If there is so much that you could say, so many lines that I could make, then why do we not content ourselves with a silence of sorts. If all we do is fail, why do we try?

Blankness exists only in nothingness, which does not exist.

Is this plaigarism, since I stole from Hillary's post idea?


Hillary, what I do is look around the room and then decide on a subject. I'm shocked you couldn't tell. I never have any ideas for blogs, per se. I'm not gonna let you get away with that excuse anymore. And I'm really excited that you've decided to join me and I no longer have to talk to myself on the internet. I feel bad enough about all the talking to myself that I do in real life(Ooh, that's a good one. Is the internet real life? I'll let you swing at that ball if you'd like.).

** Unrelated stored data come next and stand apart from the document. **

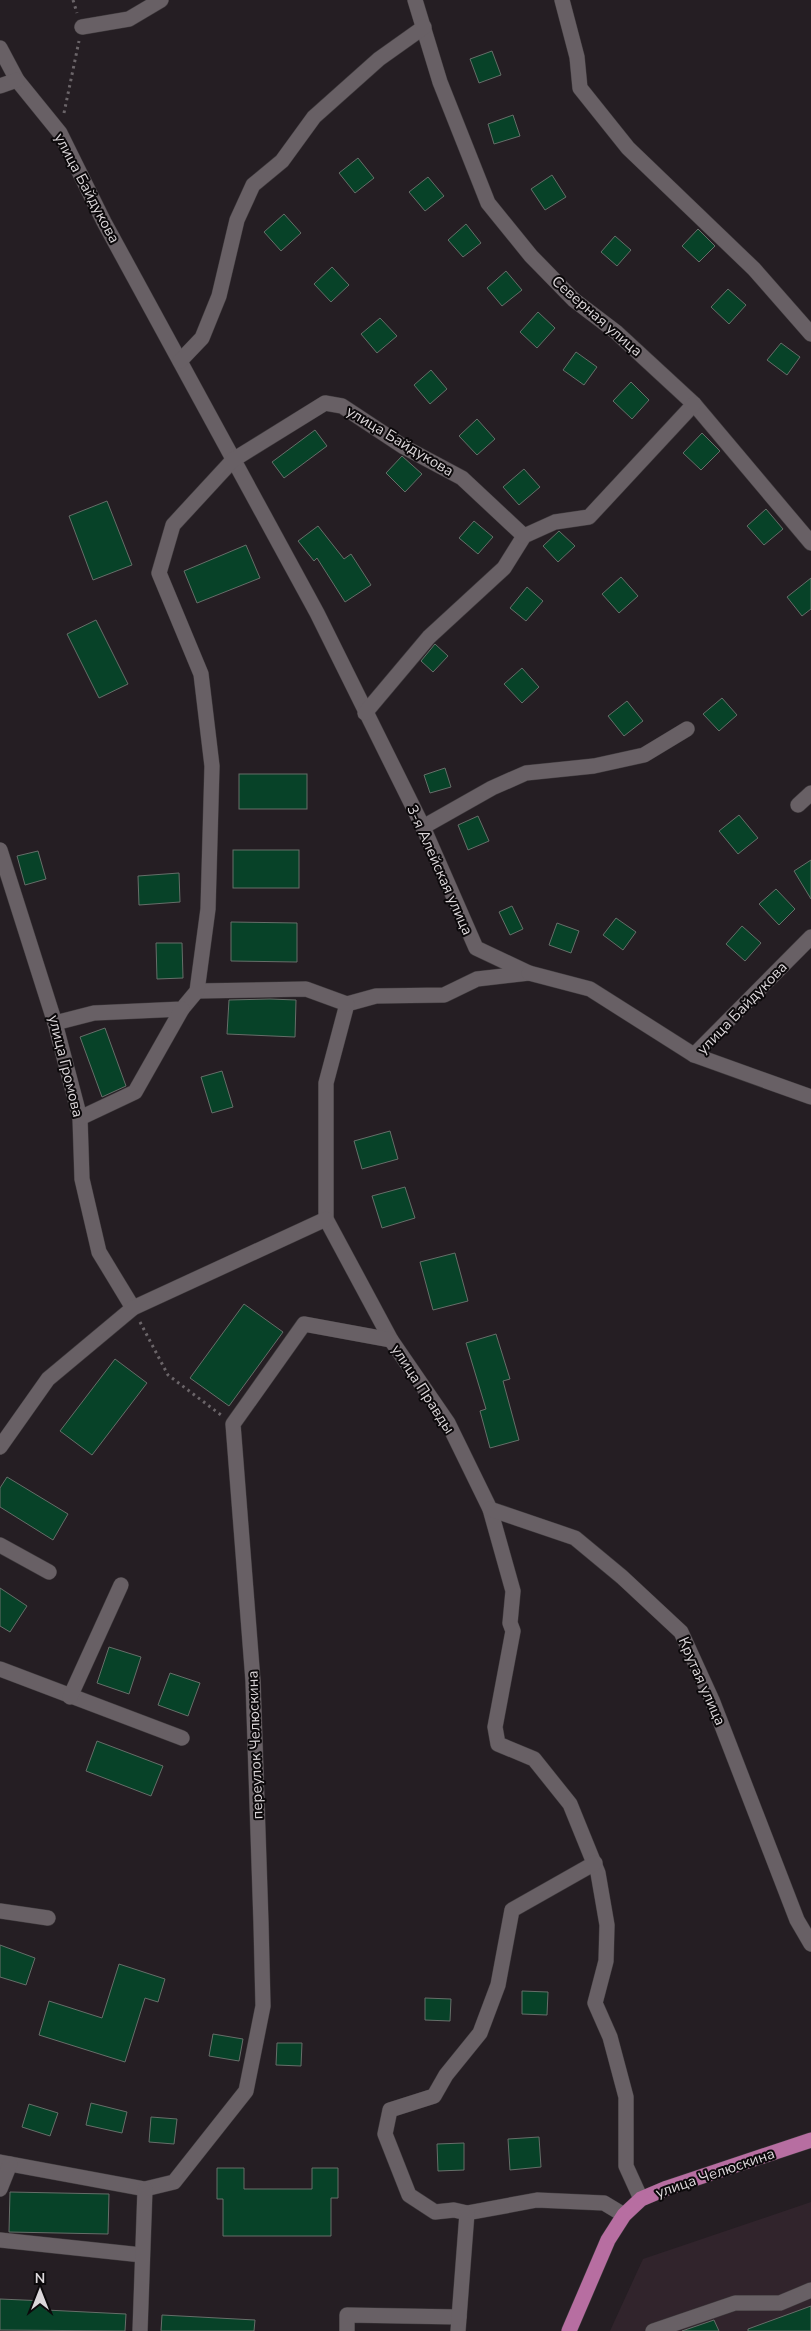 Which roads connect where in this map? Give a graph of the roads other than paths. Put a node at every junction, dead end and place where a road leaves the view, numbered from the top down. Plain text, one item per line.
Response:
1 (161, 0) edge
2 (415, 0) edge
3 (562, 0) edge
4 (82, 27) road end
5 (424, 28) junction
6 (0, 48) edge
7 (17, 80) junction
8 (0, 86) edge
9 (811, 334) edge
10 (180, 361) junction
11 (694, 404) junction
12 (232, 460) junction
13 (524, 536) junction
14 (811, 543) edge
15 (365, 713) junction
16 (687, 729) dead end
17 (811, 793) edge
18 (798, 805) dead end
19 (422, 827) junction
20 (0, 850) edge
21 (811, 937) edge
22 (529, 973) junction
23 (197, 991) junction
24 (347, 1004) junction
25 (182, 1009) junction
26 (55, 1023) junction
27 (694, 1055) junction
28 (811, 1097) edge
29 (80, 1118) junction
30 (326, 1219) junction
31 (133, 1308) junction
32 (391, 1340) junction
33 (0, 1446) edge
34 (490, 1509) junction
35 (0, 1545) edge
36 (49, 1572) dead end
37 (121, 1586) dead end
38 (0, 1669) edge
39 (70, 1697) junction
40 (182, 1738) dead end
41 (595, 1863) junction
42 (0, 1911) edge
43 (48, 1918) dead end
44 (811, 1944) edge
45 (811, 2140) edge
46 (5, 2163) edge
47 (146, 2188) junction
48 (0, 2189) edge
49 (640, 2200) junction
50 (467, 2213) junction
51 (624, 2215) junction
52 (0, 2240) edge
53 (142, 2256) junction
54 (811, 2290) edge
55 (458, 2324) edge
56 (140, 2331) edge
57 (347, 2331) edge
58 (569, 2331) edge
59 (653, 2331) edge

1 - 4 street
2 - 5 street, Северная улица
3 - 9 street
5 - 10 street
5 - 11 street, Северная улица
6 - 7 street, улица Байдукова
7 - 8 street
7 - 10 street, улица Байдукова
10 - 12 street, улица Байдукова
11 - 13 street
11 - 14 street, Северная улица
12 - 13 street, улица Байдукова
12 - 15 street, 3-я Алейская улица
12 - 23 street
13 - 15 street
15 - 19 street, 3-я Алейская улица
16 - 19 street
17 - 18 street
19 - 22 street, 3-я Алейская улица
20 - 26 street, улица Громова
21 - 27 street, улица Байдукова
22 - 24 street
22 - 27 street
23 - 24 street
23 - 25 street
24 - 30 street
25 - 26 street
25 - 29 street
26 - 29 street, улица Громова
27 - 28 street, улица Байдукова
29 - 31 street, улица Громова
30 - 31 street
30 - 32 street, улица Правды
31 - 33 street
32 - 34 street, улица Правды
32 - 47 street, переулок Челюскина
34 - 41 street, улица Правды
34 - 44 street, Крутая улица
35 - 36 street
37 - 39 street
38 - 39 street
39 - 40 street
41 - 49 street, улица Правды
41 - 50 street
42 - 43 street
45 - 49 main road, улица Челюскина
46 - 47 street, переулок Челюскина
46 - 48 street
47 - 53 street
49 - 51 main road, улица Челюскина
50 - 51 street
50 - 55 street
51 - 58 main road, улица Челюскина
52 - 53 street
53 - 56 street
54 - 59 street
55 - 57 street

In case you care, the things I said about drawing up there...they are the reason that I color. In coloring books, the lines are already there. Much less stressful.

Blank

In awe of Amy's awesomeness I have decided to start blogging more. The only problem is, my mind seems to be blank. But how can it really be blank when I know there is so much I could say. We'll just have to say the cat's got my brain. Maybe I'll have a more intelligent to amaze you all on a later date.

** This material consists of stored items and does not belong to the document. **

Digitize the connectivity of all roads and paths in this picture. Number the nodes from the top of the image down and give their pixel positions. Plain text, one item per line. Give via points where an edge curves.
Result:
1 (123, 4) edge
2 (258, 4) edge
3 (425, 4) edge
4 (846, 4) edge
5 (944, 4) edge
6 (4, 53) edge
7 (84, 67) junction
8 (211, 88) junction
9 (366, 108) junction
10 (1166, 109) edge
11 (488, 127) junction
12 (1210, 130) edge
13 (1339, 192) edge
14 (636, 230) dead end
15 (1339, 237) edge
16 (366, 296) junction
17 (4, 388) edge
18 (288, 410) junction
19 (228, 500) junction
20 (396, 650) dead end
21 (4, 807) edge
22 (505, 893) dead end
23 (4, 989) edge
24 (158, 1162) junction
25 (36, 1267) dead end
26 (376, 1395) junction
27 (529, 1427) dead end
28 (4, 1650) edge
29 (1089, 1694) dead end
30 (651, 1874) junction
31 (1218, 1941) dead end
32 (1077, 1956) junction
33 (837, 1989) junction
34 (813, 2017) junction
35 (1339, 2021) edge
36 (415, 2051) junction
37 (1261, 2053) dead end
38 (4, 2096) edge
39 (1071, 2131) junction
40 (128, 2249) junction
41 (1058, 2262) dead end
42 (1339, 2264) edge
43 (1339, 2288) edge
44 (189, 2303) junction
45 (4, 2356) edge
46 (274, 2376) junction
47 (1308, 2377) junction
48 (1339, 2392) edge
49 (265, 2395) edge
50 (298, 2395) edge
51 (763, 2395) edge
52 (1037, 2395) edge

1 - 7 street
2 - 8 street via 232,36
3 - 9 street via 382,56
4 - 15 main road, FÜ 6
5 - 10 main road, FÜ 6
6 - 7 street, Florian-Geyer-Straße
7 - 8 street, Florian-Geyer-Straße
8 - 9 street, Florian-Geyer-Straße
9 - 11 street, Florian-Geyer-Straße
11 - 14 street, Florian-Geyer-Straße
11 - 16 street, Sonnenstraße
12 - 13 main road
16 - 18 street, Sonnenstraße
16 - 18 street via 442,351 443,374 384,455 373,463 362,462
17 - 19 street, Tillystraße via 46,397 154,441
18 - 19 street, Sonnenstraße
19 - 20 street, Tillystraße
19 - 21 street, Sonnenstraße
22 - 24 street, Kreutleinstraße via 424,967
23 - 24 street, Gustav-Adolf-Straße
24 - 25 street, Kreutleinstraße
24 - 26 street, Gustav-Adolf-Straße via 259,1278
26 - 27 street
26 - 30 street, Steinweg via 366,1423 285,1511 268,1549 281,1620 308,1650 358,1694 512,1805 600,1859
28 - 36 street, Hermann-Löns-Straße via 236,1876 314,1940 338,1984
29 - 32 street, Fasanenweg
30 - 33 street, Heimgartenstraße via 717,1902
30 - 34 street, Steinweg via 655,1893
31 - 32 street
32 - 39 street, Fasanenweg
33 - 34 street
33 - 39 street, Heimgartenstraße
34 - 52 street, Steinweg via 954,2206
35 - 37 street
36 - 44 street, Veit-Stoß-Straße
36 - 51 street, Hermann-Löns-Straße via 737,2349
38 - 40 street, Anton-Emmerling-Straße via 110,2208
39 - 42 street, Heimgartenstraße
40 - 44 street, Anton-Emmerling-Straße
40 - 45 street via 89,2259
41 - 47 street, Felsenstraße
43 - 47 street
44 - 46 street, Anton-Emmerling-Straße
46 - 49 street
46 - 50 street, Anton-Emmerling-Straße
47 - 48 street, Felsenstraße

And thats the way the cookie crumbles.
(^^does anyone know what movie thats from?)

Sunday, May 20, 2007

Beuford

I had recently attended a play at Aquinas by the name of Lobster Alice. It was possibly the best play I have ever seen in my life, a story about Salvador Dali set during the time that he was at Disney, creating some whacky animation which, sadly, I STILL have not seen. One of the props used during the play was a number of bright red lobsters which were scattered around the set, delightfully random little buggers, lobsters that I fell in love with the moment I saw them. I decided that I must have one, so naturally, I sulked around after the show attempting to goad my fellow playgoer, Kyla, into asking the director if I could have one. Given that we are both probably equally lacking in the whole ‘social graces’ thingy, it was only a marvelous generosity(coupled with some masterful sulking on my part, mind you. I kicked the ground pitifully and stared at a windowsill for some obscene amount of time, making comments about how strange a shade of yellow that the paint was, and what poor craftsmanship on the aluminum guide, and please oh please would she get me a lobster. I will never admit to not being childish and immature.) on her part that she would talk to a stranger for me. And-success oh happy success- I walked away with a lobster to call my own. Well, I called him my own, and also I called him Beuford. I can’t possibly think of any better name for a rubber lobster than Beuford.

Now, both being me and coming away from a play about a surrealist artist, I was already well primed for absurdity, and, man, there’s some good absurdity to be had. Think about this: No one would make life size rubber lobsters unless there was a market for it, correct? One cannot help but wonder who decided that hey, I bet I could make some serious bucks in the rubber lobster business. Do people really want these things that bad? There are machines, massive, noisy, violent machines who churn out naked rubber lobsters. There are rooms full of hopeless children who will spend their entire lives painting eyeballs on rubber lobsters. There are warehouses full of rubber lobsters. There are boats and trucks who will bring these rubber lobsters all over the world. What is the point? Is a rubber lobster supposed to be a child’s toy(or perhaps a toy of another sort...), or an educational tool, or some sort of decoration, or do they rely on a large amount of income from peculiar plays? This, my friends, is a vision of absurdity. What would happen if all the resources that went into making incomprehensibly useless junk were to instead be put to work in a way that would feed and clothe and educate the parts of the world whose people spend their life making our junk?

Well, capitalism would be destroyed, democracy would splinter, and the earth would probably explode. At least, I’m pretty sure about that. It’s what I’m told.

In conclusion, I sure do love my rubber lobster Beuford a lot, and everyone should have one.